Hector Garcia Rodriguez
Deep Learning has found great success in a variety of tasks relevant to humans, like real-time dialogue translation or navigation assistance for visually impaired individuals. Recently, a single set of techniques (LLMs) have shown to be extremely proficient in a wide variety of language-mediated problems. An equivalently powerful and versatile generalist approach for tasks combining several natural stimuli; like visual, auditory, tactile and kinesthetic feedback, or video; is yet to be developed.
Natural language possesses a key characteristic which can help explain the earlier success of these approaches at the current data and compute scale. Namely, the discreteness of text, which results both in a much smaller input and target space, renders its understanding and generation simpler and more efficient, even if less expressive. However, other modalities inherently bear higher information density, which renders them more descriptive, but limits the training size and requires more complex objectives. Therefore, efficiency techniques can be crucial to untap the potential of multimodal data.

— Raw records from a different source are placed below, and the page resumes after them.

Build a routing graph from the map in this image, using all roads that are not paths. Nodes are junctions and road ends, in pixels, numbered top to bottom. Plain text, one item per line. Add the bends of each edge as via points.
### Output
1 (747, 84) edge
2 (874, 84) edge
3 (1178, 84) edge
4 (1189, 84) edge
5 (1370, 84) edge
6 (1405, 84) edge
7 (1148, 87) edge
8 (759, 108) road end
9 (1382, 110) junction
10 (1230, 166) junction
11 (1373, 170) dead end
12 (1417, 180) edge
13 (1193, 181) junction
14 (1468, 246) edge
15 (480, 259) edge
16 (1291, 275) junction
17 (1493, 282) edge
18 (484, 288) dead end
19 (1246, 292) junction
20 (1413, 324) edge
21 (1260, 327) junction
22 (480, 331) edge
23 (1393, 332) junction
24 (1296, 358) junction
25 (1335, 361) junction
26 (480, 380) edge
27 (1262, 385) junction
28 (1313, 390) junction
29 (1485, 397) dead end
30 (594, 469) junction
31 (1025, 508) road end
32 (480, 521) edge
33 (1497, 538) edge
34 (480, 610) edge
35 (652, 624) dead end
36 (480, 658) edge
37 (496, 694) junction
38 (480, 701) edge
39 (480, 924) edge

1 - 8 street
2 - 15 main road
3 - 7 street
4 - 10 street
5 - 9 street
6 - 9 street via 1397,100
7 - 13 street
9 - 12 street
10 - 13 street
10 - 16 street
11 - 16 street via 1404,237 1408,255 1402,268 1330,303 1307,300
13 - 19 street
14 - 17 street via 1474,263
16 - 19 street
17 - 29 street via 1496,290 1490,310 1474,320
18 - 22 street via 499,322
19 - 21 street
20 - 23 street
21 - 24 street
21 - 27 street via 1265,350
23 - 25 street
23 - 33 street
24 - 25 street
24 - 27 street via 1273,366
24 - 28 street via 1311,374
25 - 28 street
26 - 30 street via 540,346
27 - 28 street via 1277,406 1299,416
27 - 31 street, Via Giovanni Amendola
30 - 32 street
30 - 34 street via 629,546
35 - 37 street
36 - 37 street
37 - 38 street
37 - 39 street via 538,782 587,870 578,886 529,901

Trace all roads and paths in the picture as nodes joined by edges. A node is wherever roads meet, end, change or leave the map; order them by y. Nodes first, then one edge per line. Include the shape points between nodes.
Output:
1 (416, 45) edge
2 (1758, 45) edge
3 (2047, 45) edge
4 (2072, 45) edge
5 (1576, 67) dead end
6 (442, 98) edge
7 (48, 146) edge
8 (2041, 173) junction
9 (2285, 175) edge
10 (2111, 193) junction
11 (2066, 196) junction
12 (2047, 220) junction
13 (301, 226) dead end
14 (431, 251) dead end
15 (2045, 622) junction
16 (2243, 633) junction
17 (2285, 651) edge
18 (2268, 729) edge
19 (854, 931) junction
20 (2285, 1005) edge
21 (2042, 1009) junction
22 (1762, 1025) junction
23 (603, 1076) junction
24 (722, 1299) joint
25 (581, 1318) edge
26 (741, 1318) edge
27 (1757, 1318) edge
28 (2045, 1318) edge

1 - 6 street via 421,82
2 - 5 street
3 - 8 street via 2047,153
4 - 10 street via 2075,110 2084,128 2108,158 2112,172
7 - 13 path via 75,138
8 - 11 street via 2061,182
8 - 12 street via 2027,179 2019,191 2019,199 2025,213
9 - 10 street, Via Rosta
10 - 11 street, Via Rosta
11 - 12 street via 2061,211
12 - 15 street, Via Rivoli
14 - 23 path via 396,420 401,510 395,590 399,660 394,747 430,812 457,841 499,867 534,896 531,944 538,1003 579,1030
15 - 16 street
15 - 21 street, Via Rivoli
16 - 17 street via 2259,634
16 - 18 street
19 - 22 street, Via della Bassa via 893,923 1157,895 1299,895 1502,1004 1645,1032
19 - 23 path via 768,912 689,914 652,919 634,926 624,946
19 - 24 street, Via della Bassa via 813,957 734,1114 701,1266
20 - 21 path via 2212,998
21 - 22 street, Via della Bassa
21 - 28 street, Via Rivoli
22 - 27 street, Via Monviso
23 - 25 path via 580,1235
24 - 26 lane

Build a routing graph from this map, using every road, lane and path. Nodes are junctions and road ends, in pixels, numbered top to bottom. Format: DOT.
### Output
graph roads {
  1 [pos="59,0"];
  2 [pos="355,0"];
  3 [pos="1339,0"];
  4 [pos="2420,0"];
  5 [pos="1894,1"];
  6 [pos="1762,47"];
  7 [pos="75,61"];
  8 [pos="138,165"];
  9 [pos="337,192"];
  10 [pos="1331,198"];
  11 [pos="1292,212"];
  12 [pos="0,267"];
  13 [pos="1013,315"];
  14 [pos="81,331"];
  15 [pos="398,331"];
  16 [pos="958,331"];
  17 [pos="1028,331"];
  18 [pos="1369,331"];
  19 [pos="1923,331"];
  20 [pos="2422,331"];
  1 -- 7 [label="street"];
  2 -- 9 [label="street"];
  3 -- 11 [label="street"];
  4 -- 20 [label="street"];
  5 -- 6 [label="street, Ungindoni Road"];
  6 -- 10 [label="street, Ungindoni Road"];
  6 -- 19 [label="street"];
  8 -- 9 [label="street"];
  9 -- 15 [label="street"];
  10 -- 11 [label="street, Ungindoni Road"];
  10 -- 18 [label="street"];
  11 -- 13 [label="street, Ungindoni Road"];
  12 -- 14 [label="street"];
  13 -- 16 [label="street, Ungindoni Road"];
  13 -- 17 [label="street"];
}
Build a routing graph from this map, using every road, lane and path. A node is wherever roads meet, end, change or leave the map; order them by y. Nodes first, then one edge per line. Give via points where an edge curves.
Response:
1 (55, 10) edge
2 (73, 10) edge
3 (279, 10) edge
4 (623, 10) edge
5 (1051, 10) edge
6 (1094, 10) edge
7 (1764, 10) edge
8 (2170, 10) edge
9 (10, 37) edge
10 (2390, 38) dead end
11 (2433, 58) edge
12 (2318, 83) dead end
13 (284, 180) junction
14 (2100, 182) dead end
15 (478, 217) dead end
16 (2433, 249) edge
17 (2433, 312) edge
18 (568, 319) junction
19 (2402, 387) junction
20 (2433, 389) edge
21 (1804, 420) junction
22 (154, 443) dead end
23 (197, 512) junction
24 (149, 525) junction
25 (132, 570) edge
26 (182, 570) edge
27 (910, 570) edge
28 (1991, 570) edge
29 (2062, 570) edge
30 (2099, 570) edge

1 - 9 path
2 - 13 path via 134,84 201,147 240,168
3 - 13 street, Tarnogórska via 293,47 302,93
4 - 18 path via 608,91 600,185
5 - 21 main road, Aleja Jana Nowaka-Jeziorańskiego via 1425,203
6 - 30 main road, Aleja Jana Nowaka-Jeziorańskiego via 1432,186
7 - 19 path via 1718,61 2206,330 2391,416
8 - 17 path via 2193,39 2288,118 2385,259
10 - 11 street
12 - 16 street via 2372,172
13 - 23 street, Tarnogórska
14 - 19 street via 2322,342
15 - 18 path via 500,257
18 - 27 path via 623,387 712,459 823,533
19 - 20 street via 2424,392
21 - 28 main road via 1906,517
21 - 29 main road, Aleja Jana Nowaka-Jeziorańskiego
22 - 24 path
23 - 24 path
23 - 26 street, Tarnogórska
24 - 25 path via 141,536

Among the wide variety of efficiency techniques that are applicable in Deep Learning, few are used in an input dependent manner. However, reducing the cost of processing easy samples and extending the compute budget of solving harder tasks, would naturally provide more flexibility in finding a better cost-performance trade-off for a generalist agent that can tackle a wide variety of tasks using different types of stimuli. On the one hand, techniques for adaptively reducing the cost of inferring simple inputs have not been shown to generalize to diverse tasks or modalities, or to be applicable in current hardware accelerators. Specifically, methods to exploit the translational equivariance property of current popular architectures (transformers) can exploit efficiency gains from sparsifying the activation sequence, but have yet to be successfully applied to wider multimodal settings. On the other hand, increasing the decoding budget of language models by increasing the amount of output elements in the sequence before providing the final answer has proven a simple and effective way to improve model proficiency (CoT) at language tasks. However, the mechanisms to learn, control and understand such "reasoning" process are very limited. Moreover, such techniques have not been satisfactorily extended to other modalities beyond text.
During the PhD we will explore techniques that increase the proficiency of multimodal models in a wide range of human-relevant tasks, by maximising the available computational resources with the adaptive use of efficiency techniques.